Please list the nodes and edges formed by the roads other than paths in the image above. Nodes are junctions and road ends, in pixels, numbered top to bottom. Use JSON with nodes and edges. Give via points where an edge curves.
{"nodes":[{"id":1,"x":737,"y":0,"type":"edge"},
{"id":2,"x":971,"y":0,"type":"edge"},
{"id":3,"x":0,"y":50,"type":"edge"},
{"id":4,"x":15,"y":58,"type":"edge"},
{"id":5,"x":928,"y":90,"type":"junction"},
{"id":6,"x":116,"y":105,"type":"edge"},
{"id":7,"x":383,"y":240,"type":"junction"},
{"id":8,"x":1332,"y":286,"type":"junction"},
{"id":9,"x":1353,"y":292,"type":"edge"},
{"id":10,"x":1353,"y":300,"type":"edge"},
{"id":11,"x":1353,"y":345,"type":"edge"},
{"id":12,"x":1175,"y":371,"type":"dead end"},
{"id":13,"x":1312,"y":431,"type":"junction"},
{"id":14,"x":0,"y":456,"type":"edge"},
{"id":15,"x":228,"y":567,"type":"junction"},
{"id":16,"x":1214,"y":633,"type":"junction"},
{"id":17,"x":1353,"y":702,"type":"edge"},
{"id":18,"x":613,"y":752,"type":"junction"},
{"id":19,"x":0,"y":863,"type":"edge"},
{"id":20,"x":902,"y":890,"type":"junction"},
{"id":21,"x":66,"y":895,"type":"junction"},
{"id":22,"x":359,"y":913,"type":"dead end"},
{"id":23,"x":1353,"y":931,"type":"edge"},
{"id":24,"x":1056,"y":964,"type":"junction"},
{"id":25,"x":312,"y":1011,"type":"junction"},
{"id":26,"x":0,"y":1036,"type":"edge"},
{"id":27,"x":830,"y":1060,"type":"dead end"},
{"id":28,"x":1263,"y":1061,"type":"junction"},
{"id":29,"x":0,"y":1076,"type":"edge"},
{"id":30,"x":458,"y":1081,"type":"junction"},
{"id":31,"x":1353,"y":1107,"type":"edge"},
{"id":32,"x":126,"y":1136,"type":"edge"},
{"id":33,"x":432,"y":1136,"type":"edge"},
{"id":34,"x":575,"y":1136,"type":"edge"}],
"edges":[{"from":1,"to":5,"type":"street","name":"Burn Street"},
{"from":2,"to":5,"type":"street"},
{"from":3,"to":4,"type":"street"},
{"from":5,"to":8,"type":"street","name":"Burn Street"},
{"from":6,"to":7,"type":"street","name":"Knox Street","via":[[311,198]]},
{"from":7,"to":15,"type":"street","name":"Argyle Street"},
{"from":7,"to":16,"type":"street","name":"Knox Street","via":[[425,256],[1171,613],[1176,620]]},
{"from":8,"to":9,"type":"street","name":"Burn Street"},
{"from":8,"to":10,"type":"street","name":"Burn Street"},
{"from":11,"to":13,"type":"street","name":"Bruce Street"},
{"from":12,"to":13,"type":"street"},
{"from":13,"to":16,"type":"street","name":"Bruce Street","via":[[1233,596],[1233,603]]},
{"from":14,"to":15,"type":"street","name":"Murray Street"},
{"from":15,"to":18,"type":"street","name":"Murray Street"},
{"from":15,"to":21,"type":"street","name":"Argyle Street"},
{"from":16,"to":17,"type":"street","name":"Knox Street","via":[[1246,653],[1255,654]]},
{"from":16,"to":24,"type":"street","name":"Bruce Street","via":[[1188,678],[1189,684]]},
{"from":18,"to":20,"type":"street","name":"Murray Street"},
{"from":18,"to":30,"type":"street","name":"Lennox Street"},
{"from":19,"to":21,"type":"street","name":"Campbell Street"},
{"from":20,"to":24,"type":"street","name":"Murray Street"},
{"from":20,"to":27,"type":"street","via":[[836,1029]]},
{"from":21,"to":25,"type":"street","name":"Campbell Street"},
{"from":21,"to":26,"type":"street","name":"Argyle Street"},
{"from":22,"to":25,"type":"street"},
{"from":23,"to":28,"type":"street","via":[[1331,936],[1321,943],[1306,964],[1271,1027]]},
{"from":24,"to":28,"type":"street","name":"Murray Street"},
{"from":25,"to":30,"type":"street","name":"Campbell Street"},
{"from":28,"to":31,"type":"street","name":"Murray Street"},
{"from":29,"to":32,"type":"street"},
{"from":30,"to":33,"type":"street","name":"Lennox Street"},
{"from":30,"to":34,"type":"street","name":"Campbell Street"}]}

■ **Task item**
Print each record word for word.

■ **Reply to the exercise**
Please list the nodes and edges formed by the roads other than paths in the image above. Nodes are junctions and road ends, in pixels, numbered top to bottom. Use JSON with nodes and edges. Give via points where an edge curves.
{"nodes":[{"id":1,"x":737,"y":0,"type":"edge"},
{"id":2,"x":971,"y":0,"type":"edge"},
{"id":3,"x":0,"y":50,"type":"edge"},
{"id":4,"x":15,"y":58,"type":"edge"},
{"id":5,"x":928,"y":90,"type":"junction"},
{"id":6,"x":116,"y":105,"type":"edge"},
{"id":7,"x":383,"y":240,"type":"junction"},
{"id":8,"x":1332,"y":286,"type":"junction"},
{"id":9,"x":1353,"y":292,"type":"edge"},
{"id":10,"x":1353,"y":300,"type":"edge"},
{"id":11,"x":1353,"y":345,"type":"edge"},
{"id":12,"x":1175,"y":371,"type":"dead end"},
{"id":13,"x":1312,"y":431,"type":"junction"},
{"id":14,"x":0,"y":456,"type":"edge"},
{"id":15,"x":228,"y":567,"type":"junction"},
{"id":16,"x":1214,"y":633,"type":"junction"},
{"id":17,"x":1353,"y":702,"type":"edge"},
{"id":18,"x":613,"y":752,"type":"junction"},
{"id":19,"x":0,"y":863,"type":"edge"},
{"id":20,"x":902,"y":890,"type":"junction"},
{"id":21,"x":66,"y":895,"type":"junction"},
{"id":22,"x":359,"y":913,"type":"dead end"},
{"id":23,"x":1353,"y":931,"type":"edge"},
{"id":24,"x":1056,"y":964,"type":"junction"},
{"id":25,"x":312,"y":1011,"type":"junction"},
{"id":26,"x":0,"y":1036,"type":"edge"},
{"id":27,"x":830,"y":1060,"type":"dead end"},
{"id":28,"x":1263,"y":1061,"type":"junction"},
{"id":29,"x":0,"y":1076,"type":"edge"},
{"id":30,"x":458,"y":1081,"type":"junction"},
{"id":31,"x":1353,"y":1107,"type":"edge"},
{"id":32,"x":126,"y":1136,"type":"edge"},
{"id":33,"x":432,"y":1136,"type":"edge"},
{"id":34,"x":575,"y":1136,"type":"edge"}],
"edges":[{"from":1,"to":5,"type":"street","name":"Burn Street"},
{"from":2,"to":5,"type":"street"},
{"from":3,"to":4,"type":"street"},
{"from":5,"to":8,"type":"street","name":"Burn Street"},
{"from":6,"to":7,"type":"street","name":"Knox Street","via":[[311,198]]},
{"from":7,"to":15,"type":"street","name":"Argyle Street"},
{"from":7,"to":16,"type":"street","name":"Knox Street","via":[[425,256],[1171,613],[1176,620]]},
{"from":8,"to":9,"type":"street","name":"Burn Street"},
{"from":8,"to":10,"type":"street","name":"Burn Street"},
{"from":11,"to":13,"type":"street","name":"Bruce Street"},
{"from":12,"to":13,"type":"street"},
{"from":13,"to":16,"type":"street","name":"Bruce Street","via":[[1233,596],[1233,603]]},
{"from":14,"to":15,"type":"street","name":"Murray Street"},
{"from":15,"to":18,"type":"street","name":"Murray Street"},
{"from":15,"to":21,"type":"street","name":"Argyle Street"},
{"from":16,"to":17,"type":"street","name":"Knox Street","via":[[1246,653],[1255,654]]},
{"from":16,"to":24,"type":"street","name":"Bruce Street","via":[[1188,678],[1189,684]]},
{"from":18,"to":20,"type":"street","name":"Murray Street"},
{"from":18,"to":30,"type":"street","name":"Lennox Street"},
{"from":19,"to":21,"type":"street","name":"Campbell Street"},
{"from":20,"to":24,"type":"street","name":"Murray Street"},
{"from":20,"to":27,"type":"street","via":[[836,1029]]},
{"from":21,"to":25,"type":"street","name":"Campbell Street"},
{"from":21,"to":26,"type":"street","name":"Argyle Street"},
{"from":22,"to":25,"type":"street"},
{"from":23,"to":28,"type":"street","via":[[1331,936],[1321,943],[1306,964],[1271,1027]]},
{"from":24,"to":28,"type":"street","name":"Murray Street"},
{"from":25,"to":30,"type":"street","name":"Campbell Street"},
{"from":28,"to":31,"type":"street","name":"Murray Street"},
{"from":29,"to":32,"type":"street"},
{"from":30,"to":33,"type":"street","name":"Lennox Street"},
{"from":30,"to":34,"type":"street","name":"Campbell Street"}]}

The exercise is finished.